J-S54013-19
2019 PA Super 357
H.R. AND C.A.R. : IN THE SUPERIOR COURT OF : PENNSYLVANIA : v. : : : C.P. AND J.M. : : : No. 807 MDA 2019 APPEAL OF: C.P. :
Appeal from the Order Entered April 5, 2019 In the Court of Common Pleas of Schuylkill County Civil Division at No(s): S-1868-2011
BEFORE: BOWES, J., LAZARUS, J., and DUBOW, J.
OPINION BY BOWES, J.: FILED DECEMBER 18, 2019
C.P. (“Father”) appeals from the April 5, 2019 custody order that
granted the exceptions filed by the maternal grandparents, H.R. and C.A.R.

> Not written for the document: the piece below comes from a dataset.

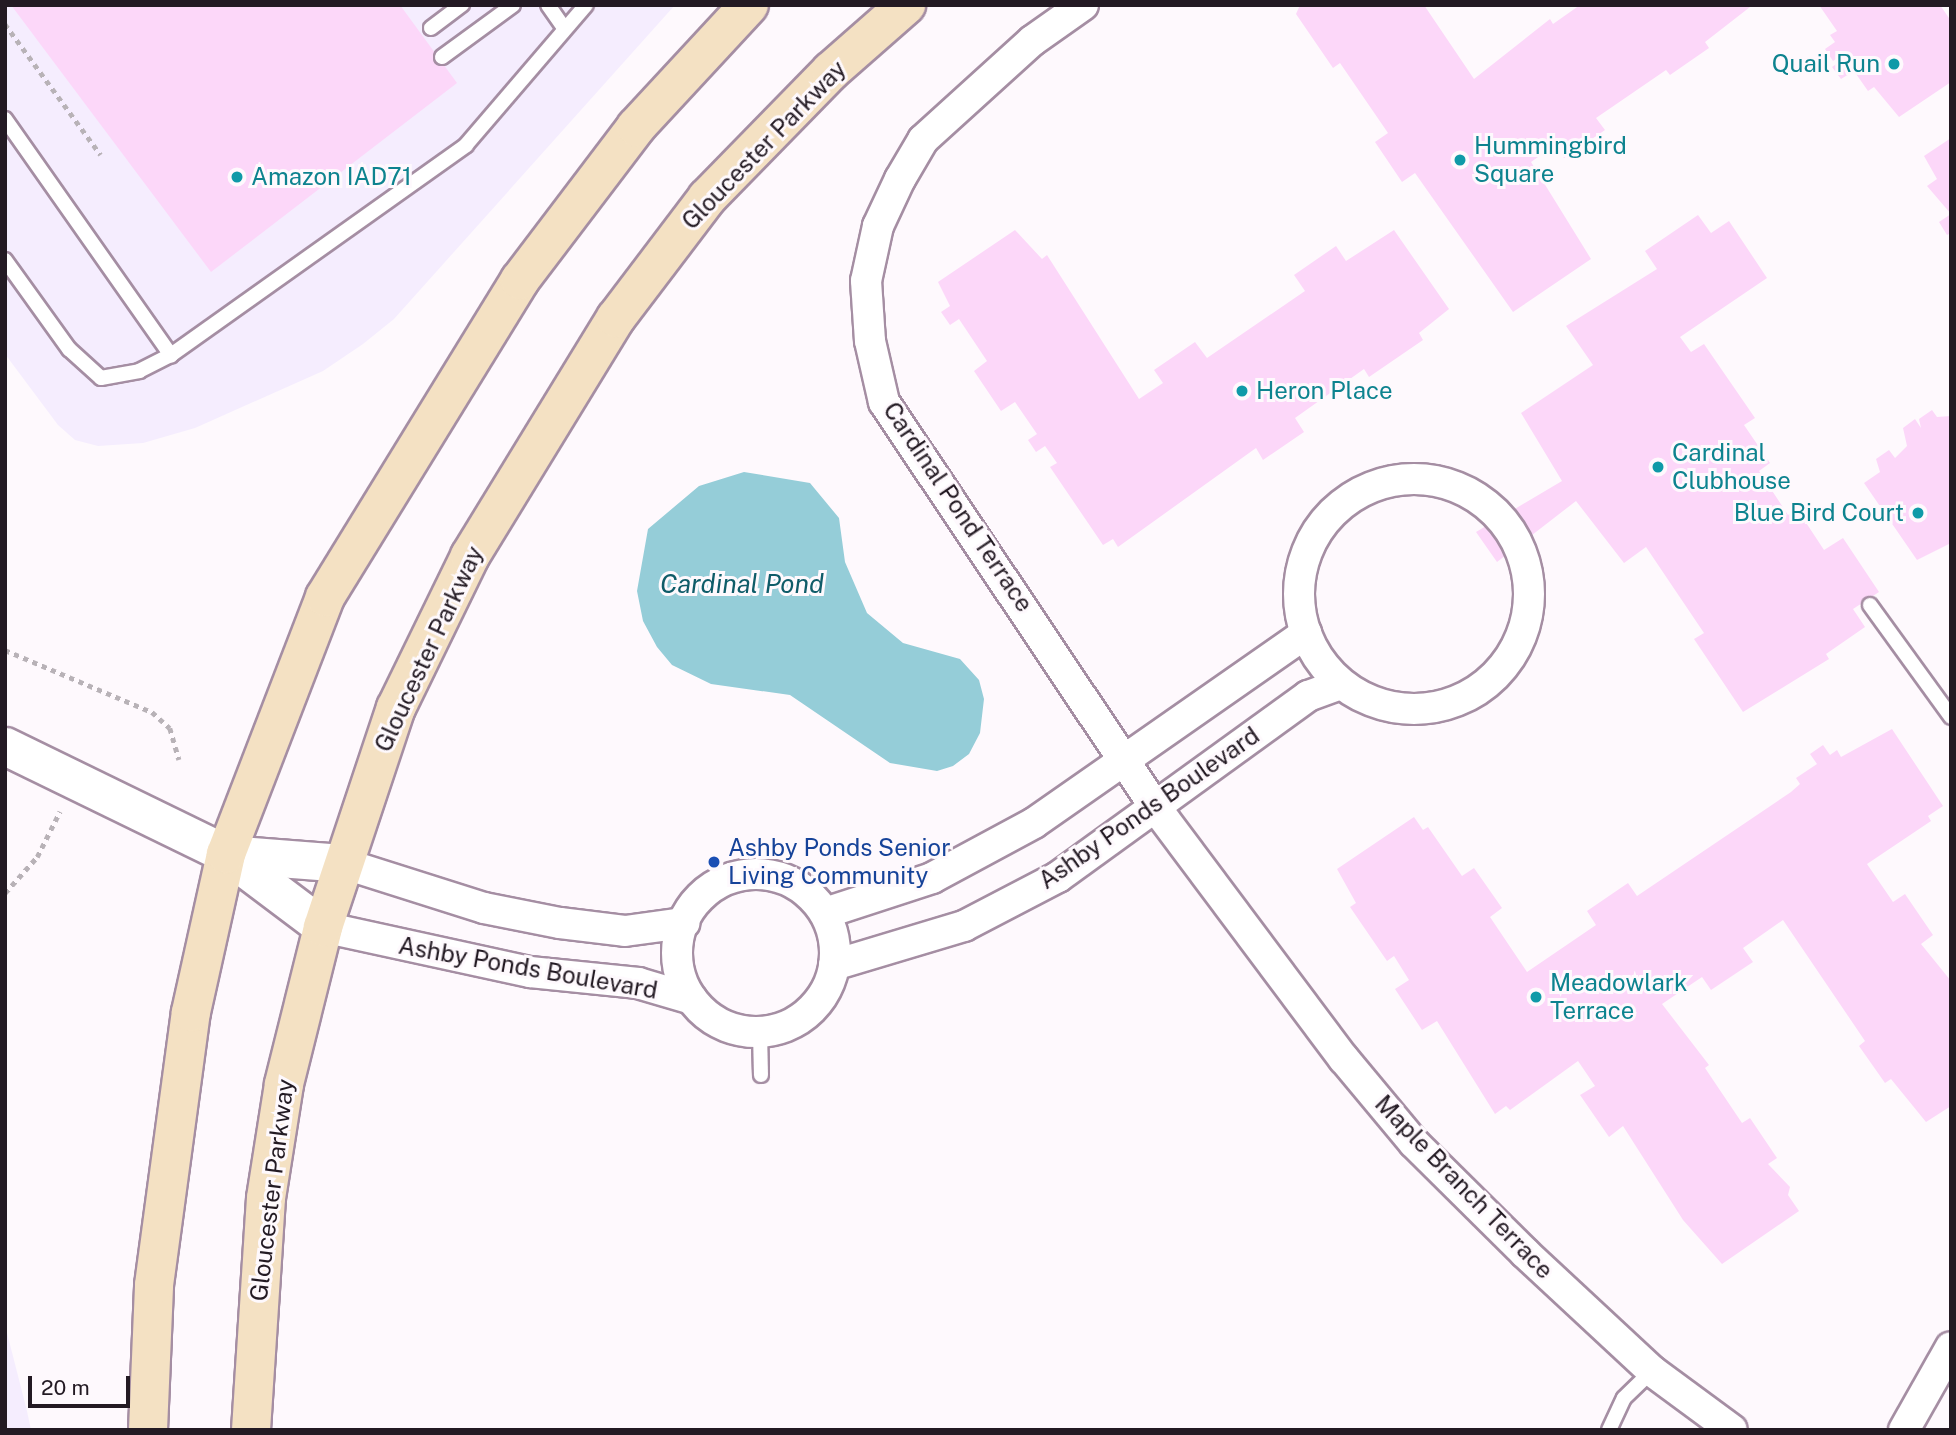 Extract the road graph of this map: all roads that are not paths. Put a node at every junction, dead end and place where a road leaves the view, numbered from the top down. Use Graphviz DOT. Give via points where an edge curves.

(collectively “Grandparents”), to the custody officer’s report and
recommendation, denied Father’s counter-exceptions, and awarded Father
periods of supervised physical custody of his ten-year-old son, L.P. We affirm.
L.P. was born in May 2009, of Father’s relationship with J.M. (“Mother”),
whom Father met while they were students at Penn State University. Mother
and Father both struggle with substance abuse, and Father’s recreational use
of marijuana has been a recurring issue throughout the custody litigation.1 ____________________________________________
1 According to the custody report that the court-appointed custody evaluator
prepared in 2012, Father acknowledged that he “us[ed ]marijuana for recreational and social purposes” since he was eighteen. N.T., 6/25/15, Exhibit 1, Custody Evaluation, 5/30/12 at 10. Likewise, Mother reported that J-S54013-19
The relationship remained intact for the first few years of L.P.’s life. During
this period, the family was transient, and it faced financial hardships.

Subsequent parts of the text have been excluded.